Data excerpts
= Beginning of Section =

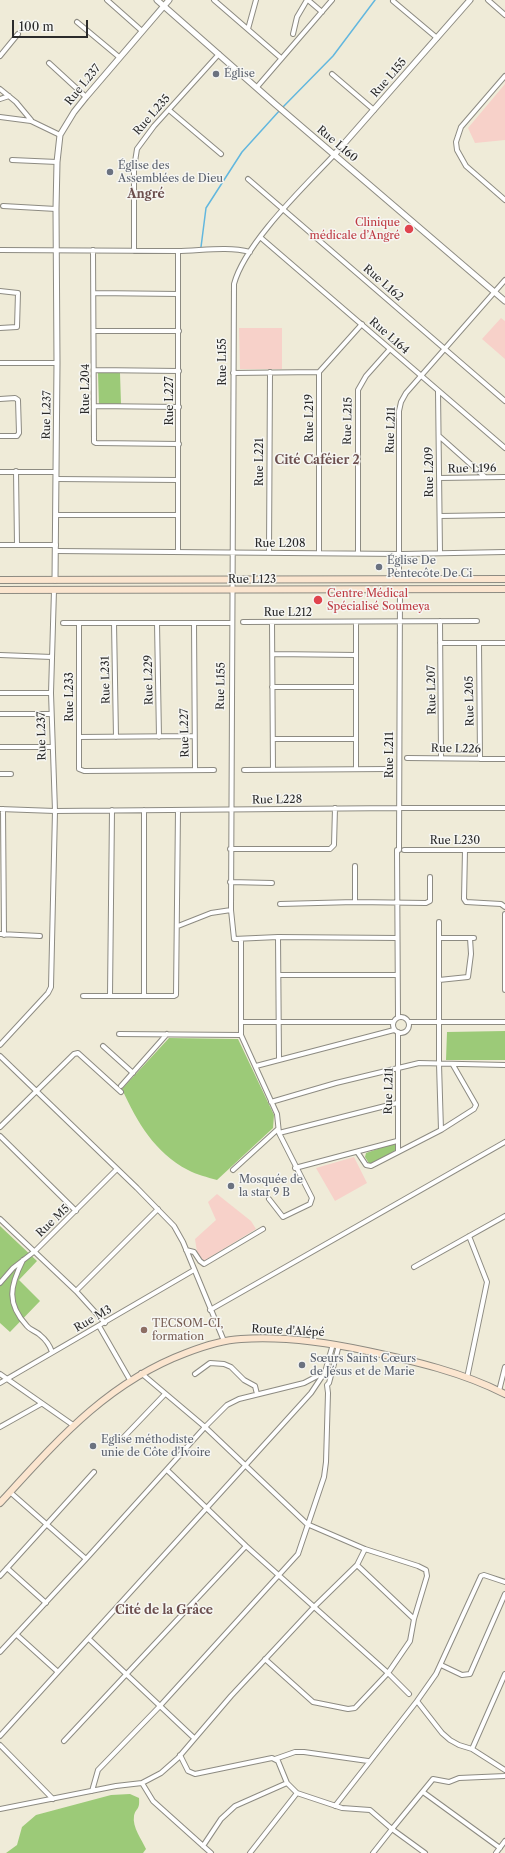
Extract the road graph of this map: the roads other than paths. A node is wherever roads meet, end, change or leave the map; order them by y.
1 (107, 0) edge
2 (157, 0) edge
3 (170, 0) edge
4 (214, 0) edge
5 (256, 0) edge
6 (308, 0) edge
7 (332, 0) edge
8 (470, 0) edge
9 (488, 0) edge
10 (393, 1) dead end
11 (164, 6) junction
12 (322, 12) junction
13 (505, 14) edge
14 (77, 22) dead end
15 (248, 29) junction
16 (142, 31) junction
17 (18, 34) dead end
18 (293, 34) dead end
19 (437, 38) junction
20 (219, 54) junction
21 (0, 56) edge
22 (119, 57) junction
23 (281, 58) junction
24 (49, 63) dead end
25 (332, 74) dead end
26 (505, 76) edge
27 (257, 87) junction
28 (0, 89) edge
29 (9, 96) junction
30 (86, 97) junction
31 (0, 99) edge
32 (169, 110) junction
33 (374, 110) junction
34 (0, 116) edge
35 (31, 121) junction
36 (60, 134) junction
37 (221, 154) dead end
38 (334, 155) junction
39 (12, 160) dead end
40 (58, 162) junction
41 (248, 179) dead end
42 (505, 200) edge
43 (3, 206) dead end
44 (56, 209) junction
45 (284, 209) junction
46 (260, 237) junction
47 (0, 250) edge
48 (57, 250) junction
49 (93, 250) junction
50 (134, 251) junction
51 (178, 251) junction
52 (250, 252) junction
53 (505, 280) edge
54 (0, 291) edge
55 (495, 292) junction
56 (95, 293) junction
57 (178, 294) junction
58 (505, 301) edge
59 (362, 324) junction
60 (0, 328) edge
61 (94, 331) junction
62 (179, 331) junction
63 (390, 349) junction
64 (446, 349) junction
65 (0, 363) edge
66 (57, 363) junction
67 (95, 370) junction
68 (179, 371) junction
69 (270, 372) junction
70 (319, 372) junction
71 (233, 373) junction
72 (421, 376) junction
73 (438, 391) junction
74 (0, 399) edge
75 (505, 401) edge
76 (95, 406) junction
77 (179, 407) junction
78 (0, 436) edge
79 (439, 436) junction
80 (179, 444) junction
81 (505, 448) edge
82 (16, 471) junction
83 (0, 472) edge
84 (56, 472) junction
85 (485, 477) junction
86 (505, 477) edge
87 (439, 478) junction
88 (56, 479) junction
89 (178, 480) junction
90 (505, 514) edge
91 (57, 515) junction
92 (178, 515) junction
93 (440, 516) junction
94 (0, 545) edge
95 (17, 545) junction
96 (56, 545) junction
97 (56, 551) junction
98 (178, 552) junction
99 (358, 552) junction
100 (505, 552) edge
101 (233, 553) junction
102 (269, 553) junction
103 (319, 553) junction
104 (440, 553) junction
105 (399, 554) junction
106 (505, 579) edge
107 (0, 580) edge
108 (55, 580) junction
109 (232, 580) junction
110 (399, 580) junction
111 (400, 589) junction
112 (505, 589) edge
113 (0, 590) edge
114 (54, 590) junction
115 (232, 590) junction
116 (440, 621) junction
117 (478, 621) dead end
118 (242, 622) dead end
119 (272, 622) junction
120 (356, 622) junction
121 (399, 622) junction
122 (63, 623) dead end
123 (80, 623) junction
124 (114, 623) junction
125 (194, 623) junction
126 (232, 623) junction
127 (157, 624) junction
128 (440, 643) junction
129 (479, 643) junction
130 (505, 643) edge
131 (273, 654) junction
132 (356, 655) junction
133 (0, 656) edge
134 (52, 657) junction
135 (272, 687) junction
136 (355, 687) junction
137 (0, 693) edge
138 (51, 693) junction
139 (0, 714) edge
140 (51, 714) junction
141 (194, 736) junction
142 (79, 737) junction
143 (116, 737) junction
144 (159, 737) junction
145 (273, 739) junction
146 (356, 739) junction
147 (0, 747) edge
148 (52, 747) junction
149 (407, 758) dead end
150 (441, 758) junction
151 (480, 759) junction
152 (505, 759) edge
153 (356, 768) junction
154 (389, 769) dead end
155 (195, 770) junction
156 (214, 770) dead end
157 (244, 770) dead end
158 (273, 770) junction
159 (0, 774) edge
160 (11, 774) dead end
161 (335, 808) junction
162 (399, 808) junction
163 (505, 808) edge
164 (2, 809) edge
165 (112, 810) junction
166 (144, 810) junction
167 (178, 810) junction
168 (230, 810) junction
169 (52, 811) junction
170 (230, 849) junction
171 (404, 850) dead end
172 (465, 850) junction
173 (505, 850) edge
174 (2, 851) edge
175 (355, 866) dead end
176 (430, 877) dead end
177 (230, 882) junction
178 (272, 883) dead end
179 (355, 902) junction
180 (397, 903) junction
181 (280, 904) dead end
182 (505, 907) edge
183 (231, 910) junction
184 (505, 914) edge
185 (440, 922) dead end
186 (505, 922) edge
187 (178, 926) junction
188 (2, 935) edge
189 (40, 936) dead end
190 (278, 937) junction
191 (397, 938) junction
192 (439, 938) junction
193 (241, 939) junction
194 (280, 975) junction
195 (397, 975) junction
196 (439, 980) junction
197 (505, 990) edge
198 (144, 995) junction
199 (83, 996) dead end
200 (110, 996) junction
201 (398, 1017) junction
202 (440, 1021) junction
203 (242, 1022) junction
204 (280, 1022) junction
205 (393, 1022) junction
206 (409, 1022) junction
207 (505, 1022) edge
208 (396, 1031) junction
209 (119, 1034) dead end
210 (167, 1034) junction
211 (241, 1035) junction
212 (0, 1045) edge
213 (104, 1046) dead end
214 (0, 1056) edge
215 (279, 1059) junction
216 (439, 1064) junction
217 (453, 1065) junction
218 (505, 1065) edge
219 (256, 1066) junction
220 (398, 1067) junction
221 (133, 1073) junction
222 (121, 1086) dead end
223 (36, 1091) junction
224 (121, 1092) dead end
225 (271, 1102) junction
226 (397, 1103) junction
227 (0, 1128) edge
228 (441, 1130) junction
229 (278, 1131) junction
230 (0, 1136) edge
231 (397, 1141) junction
232 (505, 1142) edge
233 (398, 1151) junction
234 (358, 1153) junction
235 (295, 1168) junction
236 (117, 1169) junction
237 (233, 1170) dead end
238 (268, 1199) dead end
239 (158, 1209) junction
240 (76, 1211) junction
241 (505, 1216) edge
242 (0, 1219) edge
243 (263, 1229) dead end
244 (469, 1236) junction
245 (186, 1250) junction
246 (34, 1251) junction
247 (24, 1259) junction
248 (414, 1267) dead end
249 (194, 1270) junction
250 (0, 1283) edge
251 (76, 1291) junction
252 (210, 1310) junction
253 (105, 1323) junction
254 (99, 1326) junction
255 (224, 1341) junction
256 (336, 1345) junction
257 (52, 1352) junction
258 (505, 1367) edge
259 (325, 1372) junction
260 (332, 1372) junction
261 (141, 1373) junction
262 (0, 1374) edge
263 (195, 1374) dead end
264 (467, 1378) junction
265 (6, 1379) junction
266 (130, 1380) junction
267 (0, 1383) edge
268 (327, 1385) junction
269 (315, 1389) junction
270 (499, 1391) junction
271 (165, 1394) junction
272 (257, 1394) junction
273 (505, 1394) edge
274 (41, 1404) junction
275 (73, 1425) junction
276 (0, 1427) edge
277 (205, 1427) junction
278 (122, 1439) dead end
279 (245, 1466) junction
280 (167, 1470) junction
281 (94, 1472) dead end
282 (10, 1492) junction
283 (0, 1503) edge
284 (207, 1508) junction
285 (46, 1524) junction
286 (307, 1524) junction
287 (246, 1546) junction
288 (365, 1549) junction
289 (86, 1559) junction
290 (357, 1565) junction
291 (7, 1568) junction
292 (0, 1576) edge
293 (280, 1576) junction
294 (505, 1582) edge
295 (505, 1594) edge
296 (46, 1603) junction
297 (313, 1608) junction
298 (414, 1620) junction
299 (17, 1635) junction
300 (89, 1639) junction
301 (0, 1644) edge
302 (4, 1648) junction
303 (0, 1652) edge
304 (265, 1659) junction
305 (441, 1665) junction
306 (58, 1672) junction
307 (388, 1673) junction
308 (505, 1674) edge
309 (126, 1675) junction
310 (503, 1685) edge
311 (409, 1694) dead end
312 (417, 1701) junction
313 (159, 1706) junction
314 (0, 1736) edge
315 (194, 1738) junction
316 (64, 1741) dead end
317 (0, 1745) edge
318 (472, 1748) junction
319 (180, 1755) junction
320 (275, 1759) junction
321 (368, 1761) junction
322 (505, 1770) edge
323 (505, 1776) edge
324 (142, 1783) junction
325 (287, 1783) junction
326 (92, 1791) junction
327 (422, 1792) junction
328 (297, 1793) junction
329 (53, 1799) junction
330 (335, 1806) junction
331 (0, 1809) edge
332 (392, 1829) junction
333 (505, 1841) edge
334 (203, 1846) junction
335 (500, 1848) junction
336 (211, 1853) edge
337 (250, 1853) edge
338 (373, 1853) edge
339 (425, 1853) edge
340 (496, 1853) edge

1 - 16 street
2 - 11 street, Rue L160
3 - 11 street, Rue L237
4 - 15 street
5 - 15 street
6 - 12 street
6 - 18 street
7 - 12 street
8 - 19 street, Rue L155
9 - 13 street
10 - 19 street
11 - 16 street, Rue L237
11 - 20 street, Rue L160
12 - 23 street
14 - 22 street
15 - 23 street
16 - 22 street, Rue L237
17 - 21 street
19 - 33 street, Rue L155
20 - 27 street, Rue L160
20 - 32 street, Rue L235
22 - 30 street, Rue L237
23 - 27 street
24 - 30 street
25 - 33 street
26 - 42 street
27 - 38 street, Rue L160
28 - 29 street
29 - 31 street
29 - 35 street
30 - 36 street, Rue L237
32 - 37 street
32 - 50 street, Rue L235
33 - 38 street, Rue L155
34 - 35 street
35 - 36 street
36 - 40 street, Rue L237
38 - 45 street, Rue L155
38 - 55 street, Rue L160
39 - 40 street
40 - 44 street, Rue L237
41 - 45 street, Rue L162
43 - 44 street
44 - 48 street, Rue L237
45 - 46 street, Rue L155
45 - 64 street, Rue L162
46 - 52 street, Rue L155
46 - 59 street, Rue L164
47 - 48 street
48 - 49 street
48 - 66 street, Rue L237
49 - 50 street
49 - 56 street, Rue L204
50 - 51 street
51 - 52 street
51 - 57 street, Rue L227
52 - 71 street, Rue L155
53 - 55 street, Rue L211
54 - 60 street
55 - 58 street, Rue L160
55 - 64 street, Rue L211
56 - 57 street
56 - 61 street, Rue L204
57 - 62 street, Rue L227
59 - 63 street, Rue L164
59 - 70 street
61 - 62 street
61 - 67 street, Rue L204
62 - 68 street, Rue L227
63 - 72 street, Rue L164
63 - 99 street, Rue L215
64 - 72 street, Rue L211
64 - 75 street, Rue L162
65 - 66 street
66 - 84 street, Rue L237
67 - 68 street
67 - 76 street, Rue L204
68 - 77 street, Rue L227
69 - 70 street
69 - 71 street
69 - 102 street, Rue L221
70 - 103 street, Rue L219
71 - 101 street, Rue L155
72 - 73 street, Rue L164
72 - 105 street, Rue L211
73 - 79 street, Rue L209
73 - 81 street, Rue L164
74 - 78 street
76 - 77 street
76 - 80 street, Rue L204
77 - 80 street, Rue L227
79 - 85 street
79 - 87 street, Rue L209
80 - 89 street, Rue L227
82 - 83 street
82 - 84 street
82 - 95 street
84 - 88 street, Rue L237
85 - 86 street, Rue L196
85 - 87 street, Rue L196
87 - 93 street, Rue L209
88 - 89 street
88 - 91 street, Rue L237
89 - 92 street, Rue L227
90 - 93 street
91 - 92 street
91 - 96 street, Rue L237
92 - 98 street, Rue L227
93 - 104 street, Rue L209
94 - 95 street
95 - 96 street
96 - 97 street, Rue L237
97 - 98 street, Rue L208
97 - 108 street, Rue L237
98 - 101 street, Rue L208
99 - 103 street, Rue L208
99 - 105 street, Rue L208
100 - 104 street, Rue L208
101 - 102 street, Rue L208
101 - 109 street, Rue L155
102 - 103 street, Rue L208
104 - 105 street, Rue L208
105 - 110 street, Rue L211
106 - 110 main road, Rue L123
107 - 108 main road, Rue L123
108 - 109 main road, Rue L123
109 - 110 main road, Rue L123
109 - 115 street, Rue L155
111 - 112 main road, Rue L123
111 - 115 main road, Rue L123
111 - 121 street, Rue L211
113 - 114 main road, Rue L123
114 - 115 main road, Rue L123
114 - 134 street, Rue L237
115 - 126 street, Rue L155
116 - 117 street, Rue L212
116 - 121 street, Rue L212
116 - 128 street, Rue L207
118 - 119 street, Rue L212
119 - 120 street, Rue L212
119 - 131 street
120 - 121 street, Rue L212
120 - 132 street
121 - 162 street, Rue L211
122 - 123 street
123 - 124 street
123 - 142 street, Rue L233
124 - 127 street
124 - 143 street, Rue L231
125 - 126 street
125 - 127 street
125 - 141 street, Rue L227
126 - 168 street, Rue L155
127 - 144 street, Rue L229
128 - 129 street
128 - 150 street, Rue L207
129 - 130 street
129 - 151 street, Rue L205
131 - 132 street
131 - 135 street
132 - 136 street
133 - 134 street
134 - 138 street, Rue L237
135 - 136 street
135 - 145 street
136 - 146 street
137 - 138 street
138 - 140 street, Rue L237
139 - 140 street
140 - 148 street, Rue L237
141 - 144 street
141 - 155 street, Rue L227
142 - 143 street
142 - 155 street, Rue L233
143 - 144 street
145 - 146 street
145 - 158 street
146 - 153 street
147 - 148 street
148 - 169 street, Rue L237
149 - 150 street, Rue L226
150 - 151 street, Rue L226
151 - 152 street, Rue L226
153 - 154 street
153 - 158 street
155 - 156 street
157 - 158 street
159 - 160 street
161 - 162 street, Rue L228
161 - 168 street, Rue L228
161 - 170 street
162 - 163 street, Rue L228
162 - 180 street, Rue L211
164 - 169 street, Rue L228
164 - 174 street
165 - 166 street, Rue L228
165 - 169 street, Rue L228
165 - 200 street
166 - 167 street, Rue L228
166 - 198 street
167 - 168 street, Rue L228
167 - 187 street
168 - 170 street, Rue L155
169 - 212 street, Rue L237
170 - 177 street, Rue L155
171 - 172 street, Rue L230
172 - 173 street, Rue L230
172 - 182 street
174 - 188 street
175 - 179 street
176 - 180 street
177 - 178 street
177 - 183 street, Rue L155
179 - 180 street
179 - 181 street
180 - 191 street, Rue L211
183 - 187 street
183 - 193 street, Rue L155
184 - 186 street
185 - 192 street
186 - 197 street
187 - 198 street
188 - 189 street
190 - 191 street
190 - 193 street
190 - 194 street
191 - 195 street, Rue L211
192 - 196 street
192 - 196 street
193 - 203 street
194 - 195 street
194 - 204 street
195 - 201 street, Rue L211
196 - 202 street
198 - 200 street
199 - 200 street
201 - 205 street
201 - 206 street
202 - 206 street
202 - 207 street
202 - 216 street
203 - 204 street
203 - 211 street
204 - 205 street
204 - 215 street
205 - 208 street
206 - 208 street
208 - 215 street
208 - 220 street, Rue L211
209 - 210 street
210 - 211 street
210 - 221 street
211 - 219 street
213 - 221 street
214 - 223 street
215 - 219 street
216 - 217 street
216 - 220 street
216 - 228 street
217 - 218 street
217 - 228 street
219 - 225 street
220 - 225 street
220 - 226 street, Rue L211
221 - 222 street
223 - 224 street
223 - 227 street
223 - 236 street
225 - 229 street
226 - 229 street
226 - 231 street, Rue L211
228 - 233 street
229 - 235 street
229 - 237 street
230 - 240 street
231 - 233 street, Rue L211
231 - 234 street
232 - 252 street
233 - 234 street
234 - 235 street
235 - 238 street
236 - 239 street
236 - 240 street, Rue M5
239 - 245 street
239 - 251 street
240 - 246 street, Rue M5
241 - 244 street
242 - 246 street
243 - 245 street
244 - 248 street
244 - 264 street
245 - 249 street
246 - 247 street, Rue M5
246 - 251 street
247 - 250 street, Rue M5
247 - 257 street
249 - 252 street
249 - 253 street, Rue M3
251 - 253 street
252 - 255 street
253 - 254 street, Rue M3
254 - 257 street, Rue M3
254 - 266 street
255 - 256 main road, Route d'Alépé
255 - 261 main road, Route d'Alépé
256 - 259 street
256 - 260 street
256 - 264 main road, Route d'Alépé
257 - 265 street, Rue M3
258 - 270 street
259 - 260 street
259 - 269 street
259 - 272 street
260 - 268 street
261 - 266 main road, Route d'Alépé
261 - 271 street
262 - 265 street
263 - 272 street
264 - 270 main road, Route d'Alépé
265 - 267 street, Rue M3
265 - 274 street
266 - 275 main road, Route d'Alépé
268 - 269 street
268 - 286 street
269 - 279 street
270 - 273 main road, Route d'Alépé
271 - 277 street
271 - 278 street
272 - 277 street
274 - 275 street
274 - 276 street
275 - 282 main road, Route d'Alépé
277 - 279 street
277 - 280 street
279 - 284 street
279 - 286 street
280 - 284 street
280 - 289 street
281 - 285 street
282 - 283 main road, Route d'Alépé
282 - 285 street
284 - 287 street
284 - 300 street
285 - 289 street
285 - 291 street
286 - 288 street
286 - 293 street
287 - 293 street
287 - 309 street
288 - 290 street
288 - 298 street
289 - 296 street
290 - 297 street
290 - 298 street
291 - 292 street
291 - 296 street
293 - 297 street
293 - 313 street
294 - 305 street
295 - 305 street
296 - 299 street
297 - 304 street
297 - 307 street
298 - 307 street
299 - 302 street
299 - 306 street
300 - 306 street
300 - 309 street
301 - 302 street
302 - 303 street
304 - 307 street
304 - 315 street
305 - 312 street
306 - 314 street
307 - 311 street
308 - 310 street
309 - 313 street
309 - 316 street
310 - 318 street
312 - 318 street
312 - 321 street
313 - 315 street
313 - 326 street
315 - 319 street
317 - 329 street
318 - 322 street
319 - 320 street
319 - 324 street
320 - 321 street
320 - 325 street
321 - 330 street
323 - 327 street
324 - 326 street
324 - 334 street
325 - 328 street
325 - 334 street
326 - 329 street
327 - 332 street
327 - 335 street
328 - 330 street
328 - 337 street
329 - 331 street
330 - 332 street
332 - 338 street
332 - 339 street
333 - 335 street
334 - 336 street
335 - 340 street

= End of Section =

Task brief
Say how many lines of the data above have the string "Route" in them, and write nothing besides that number.

The answer
9